Hydrolix Spark Connector: Databricks Deployment

Overview

Databricks is a unified, open analytics platform built on top of Apache Spark that offers features like a collaborative workspace, data lakehouse capabilities, and integrated machine learning workflows. With the help of the Hydrolix Spark Connector, you can improve query speed and storage costs by using Hydrolix as the backing store for your Databricks cluster.

Requirements

Dependencies

Hydrolix Cluster: A running Hydrolix cluster version 4.22.1 or higher. Deployment instructions for your preferred cloud vendor (AWS, Google, Linode, or Microsoft) can be found here.
Databricks Spark Cluster: A Databricks account with a deployed Spark cluster.

Required User Permissions

Querying your Hydrolix bucket via Spark requires the same permissions as querying via your cluster. Specifically, a user needs the following permissions at the levels indicated:

Permission name	Level
`view_org`	Org
`view_hdxstorage`	Org
`catalog_urls_table`	Project or table
`view_table`	Project or table
`view_view`	Project or table
`view_transform`	Project or table
`select_sql`	Project or table

If you will be querying multiple tables within the same Hydrolix project, it's easier to scope those permissions to the project level instead of granting the permissions for each table.

Runtime Requirements

Java Runtime: Must use Java 11 or later

Upload the C++ Init Script

When you configure a Spark cluster with the Spark Connector, you will also need to install a C++ initialization script. This script is responsible for setting some environment variables and installing required C++ dependencies. Before setting up the cluster, first you'll upload this init script to your Databricks workspace.

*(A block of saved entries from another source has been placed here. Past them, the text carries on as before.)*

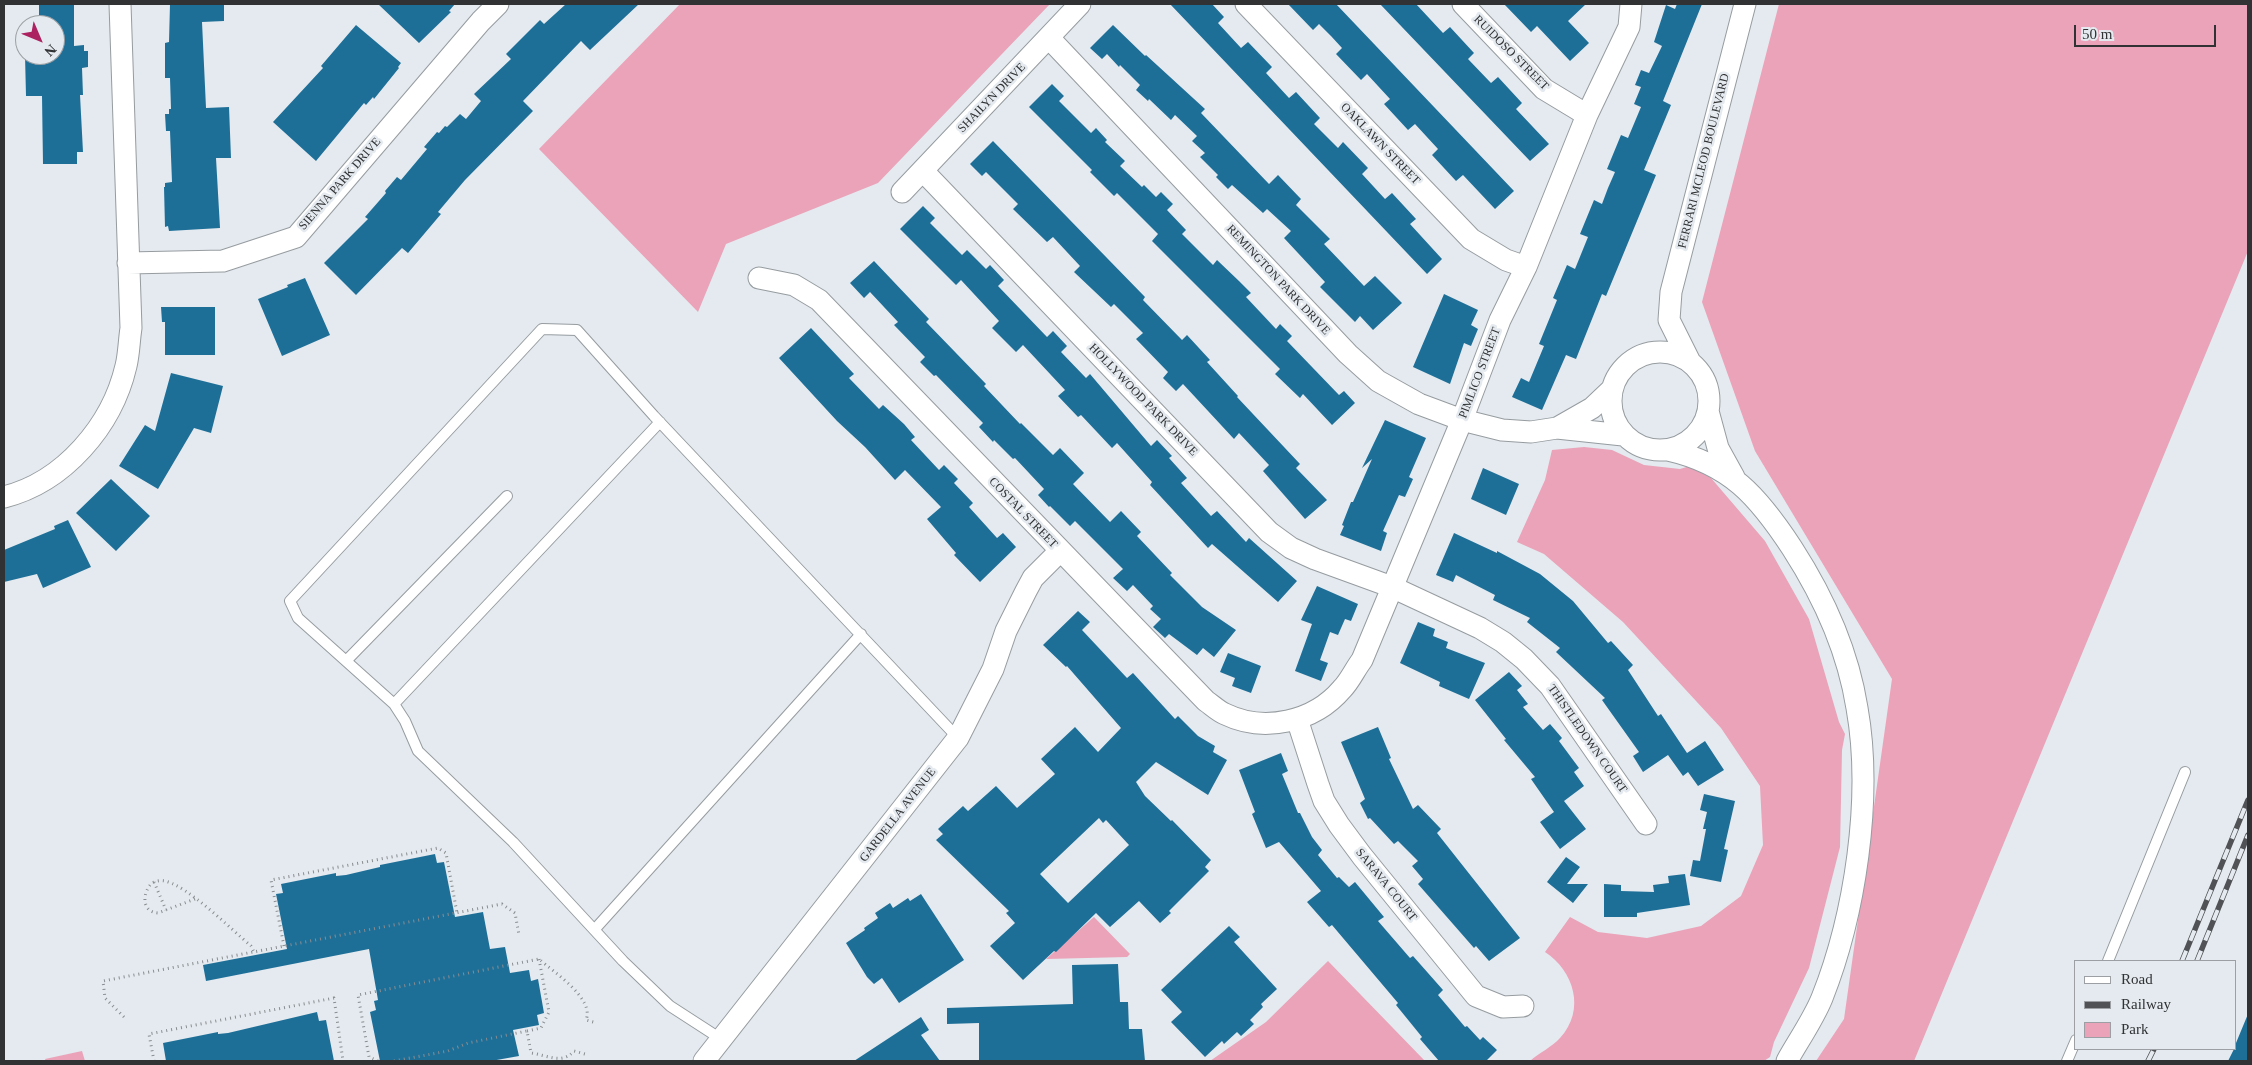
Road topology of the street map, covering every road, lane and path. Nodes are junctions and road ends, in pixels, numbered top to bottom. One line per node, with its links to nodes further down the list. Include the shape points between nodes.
1 (120, 4): 12 (street)
2 (498, 4): 12 (street, SIENNA PARK DRIVE, via 296,237 223,261)
3 (1080, 4): 8 (street, SHAILYN DRIVE)
4 (1246, 4): 13 (street, OAKLAWN STREET, via 1472,239 1506,260)
5 (1463, 4): 9 (street, RUIDOSO STREET, via 1544,89)
6 (1631, 4): 9 (street, PIMLICO STREET, via 1629,27)
7 (1745, 4): 15 (street, FERRARI MCLEOD BOULEVARD, via 1671,292)
8 (1049, 38): 10 (street, SHAILYN DRIVE); 20 (street, REMINGTON PARK DRIVE, via 1378,382 1419,404)
9 (1587, 115): 13 (street, PIMLICO STREET)
10 (923, 171): 11 (street, SHAILYN DRIVE); 29 (street, HOLLYWOOD PARK DRIVE, via 1269,532 1291,548 1315,559)
11 (902, 192)
12 (128, 263): 27 (street, via 130,328 126,366 110,408 74,458 44,479)
13 (1526, 267): 20 (street, PIMLICO STREET, via 1500,320)
14 (759, 278): 28 (street, COSTAL STREET, via 794,285 819,300)
15 (1669, 320): 16 (street); 17 (street)
16 (1643, 355): 17 (street, via 1675,354); 18 (street, via 1628,363)
17 (1690, 362): 19 (street, via 1708,389)
18 (1612, 390): 22 (street, REMINGTON PARK DRIVE, via 1592,408); 23 (street, via 1612,414)
19 (1708, 412): 24 (street, via 1696,435 1684,445); 25 (street, via 1718,448)
20 (1462, 420): 22 (street, REMINGTON PARK DRIVE, via 1502,430 1531,432); 29 (street, PIMLICO STREET)
21 (660, 422): 30 (lane); 31 (lane, via 577,330 542,329 290,601 298,618); 32 (lane)
22 (1557, 428): 23 (street, REMINGTON PARK DRIVE)
23 (1623, 435): 24 (street, via 1636,445)
24 (1668, 450): 25 (street, via 1708,462)
25 (1735, 479): 59 (street, via 1758,502 1787,541 1826,608 1845,657 1857,708 1862,757 1858,848 1844,931 1821,1000)
26 (507, 496): 31 (lane)
27 (4, 497)
28 (1060, 551): 33 (street, COSTAL STREET, via 1206,701 1224,714 1264,723); 34 (street, GARDELLA AVENUE, via 1033,578 1006,631 993,670)
29 (1392, 587): 33 (street, PIMLICO STREET, via 1362,660 1342,690 1319,709); 36 (street, THISTLEDOWN COURT, via 1480,628 1524,659 1550,686)
30 (861, 634): 34 (lane); 41 (lane)
31 (346, 661): 32 (lane)
32 (394, 704): 41 (lane, via 418,751 513,842)
33 (1298, 719): 47 (street, SARAVA COURT, via 1324,801 1362,856 1476,996 1503,1007)
34 (958, 738): 51 (street, GARDELLA AVENUE)
35 (2185, 772): 46 (lane)
36 (1646, 824)
37 (154, 882): 38 (path, via 164,880); 39 (path); 39 (path, via 146,889 143,899 153,913)
38 (195, 899): 39 (path); 44 (path)
39 (166, 910)
40 (458, 913): 42 (path, via 502,904 515,913); 43 (path); 43 (path, via 446,853 438,848 408,853 271,880)
41 (595, 929): 51 (lane, via 670,1006)
42 (518, 935)
43 (284, 946): 44 (path)
44 (254, 952): 48 (path, via 103,981 105,998)
45 (539, 959): 49 (path, via 582,997 588,1010 586,1020); 50 (path, via 549,1012 541,1028); 56 (path, via 358,995 370,1057)
46 (2108, 960)
47 (1523, 1006)
48 (124, 1017)
49 (597, 1023)
50 (527, 1031): 53 (path, via 531,1053 557,1059 574,1051); 57 (path)
51 (721, 1039): 58 (street, GARDELLA AVENUE)
52 (2074, 1045): 60 (lane)
53 (585, 1054)
54 (154, 1061): 55 (path, via 149,1034 334,998)
55 (343, 1061)
56 (378, 1061)
57 (394, 1061)
58 (704, 1061)
59 (1787, 1061)
60 (2067, 1061)

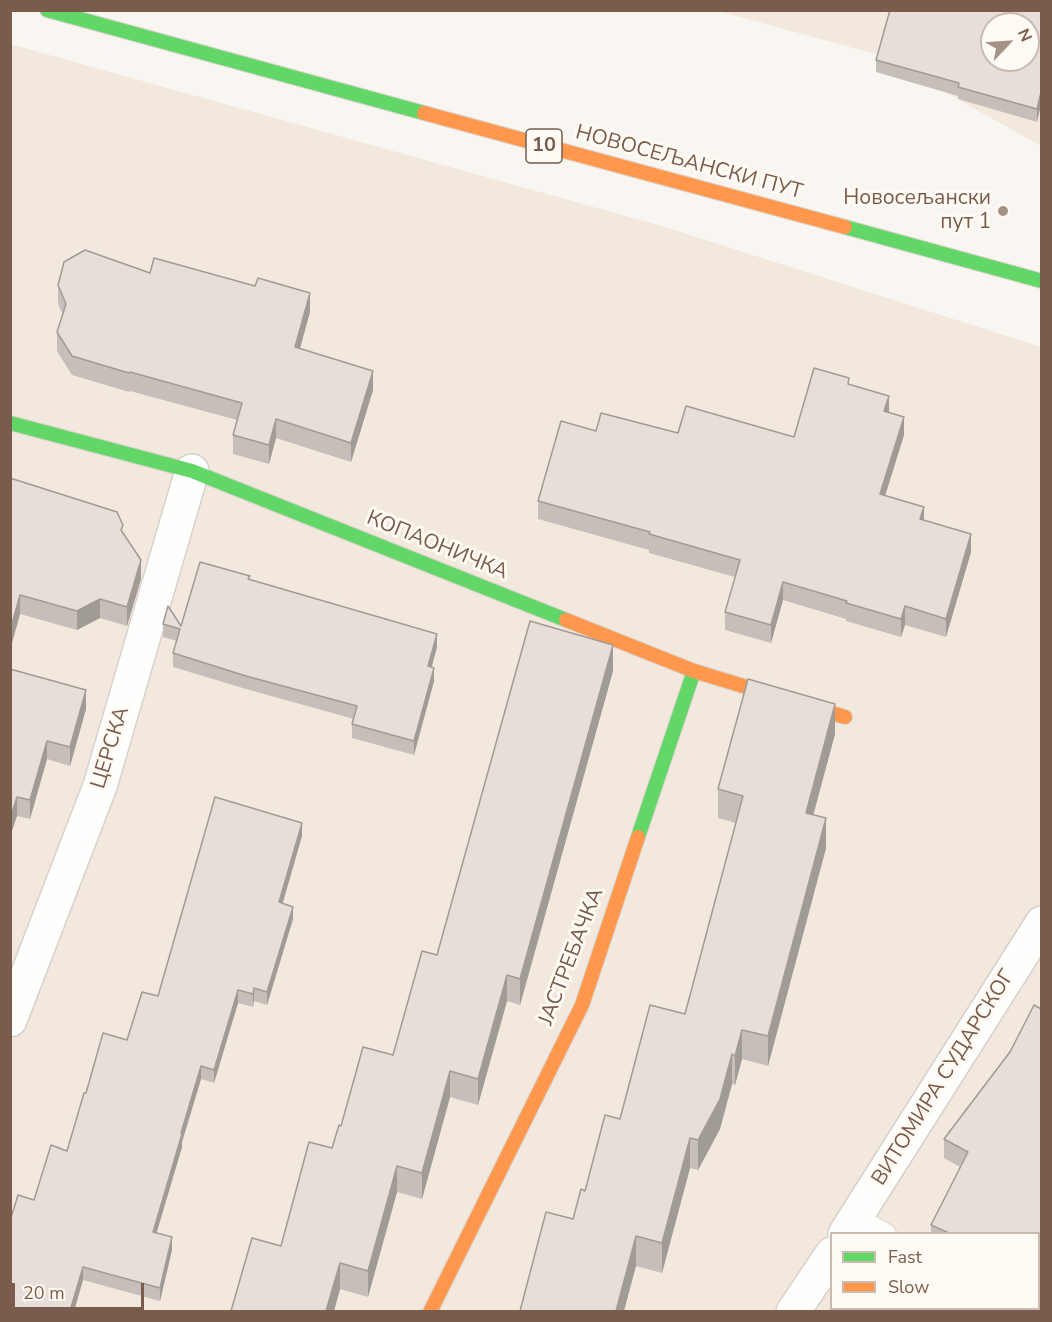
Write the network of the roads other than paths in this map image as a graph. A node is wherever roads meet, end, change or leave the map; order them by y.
1 (47, 10) edge
2 (1041, 281) edge
3 (10, 423) edge
4 (192, 471) junction
5 (694, 671) junction
6 (845, 717) dead end
7 (1041, 922) edge
8 (10, 1020) edge
9 (851, 1225) edge
10 (882, 1232) edge
11 (830, 1256) edge
12 (429, 1311) edge
13 (793, 1311) edge

1 - 2 street, НОВОСЕЉАНСКИ ПУТ / 10
3 - 4 street, КОПАОНИЧКА
4 - 5 street, КОПАОНИЧКА
4 - 8 street, ЦЕРСКА
5 - 6 street, КОПАОНИЧКА
5 - 12 street, ЈАСТРЕБАЧКА
7 - 9 street, ВИТОМИРА СУДАРСКОГ
9 - 10 lane
11 - 13 street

You can obtain the C++ Init Script here. Download the contents into a file called install_libcxx.sh. Then navigate to your Spark workspace and do the following:

Choose or create a directory in which to store the init script.
Select import from the vertical ellipsis ( ).
Select browse.
Find the init script file and select Open.
Select import.

The imported install_libcxx.sh file should now be accessible in your workspace directory.

Setup Steps

At which point you can start querying your data using Spark.

Create a Summary Table of the Data You Will Be Querying

Create a summary table, including a transform, of the data you will be querying. This aggregates the queriable data to be queried, reducing query time. Instructions for creating a summary table via the Hydrolix UI and API are on the Summary Tables page. While this step can be skipped, it is highly recommended.

The general structure of summary transforms and their limitations are explained in this section on creating summary transforms.

Configure the Spark Cluster

Create a Spark cluster in your Databricks workspace with the following configuration:

Policy: Unrestricted
Access Mode: No Isolation Shared
Databricks Runtime Version: 14.3 LTS (Scala 2.12, Spark 3.5.0) or later

In the Databricks UI, the above configuration looks like this:

Configure the remaining settings under Performance, Instance Profile, and Tags to your preference. then select Create compute to create your Spark cluster.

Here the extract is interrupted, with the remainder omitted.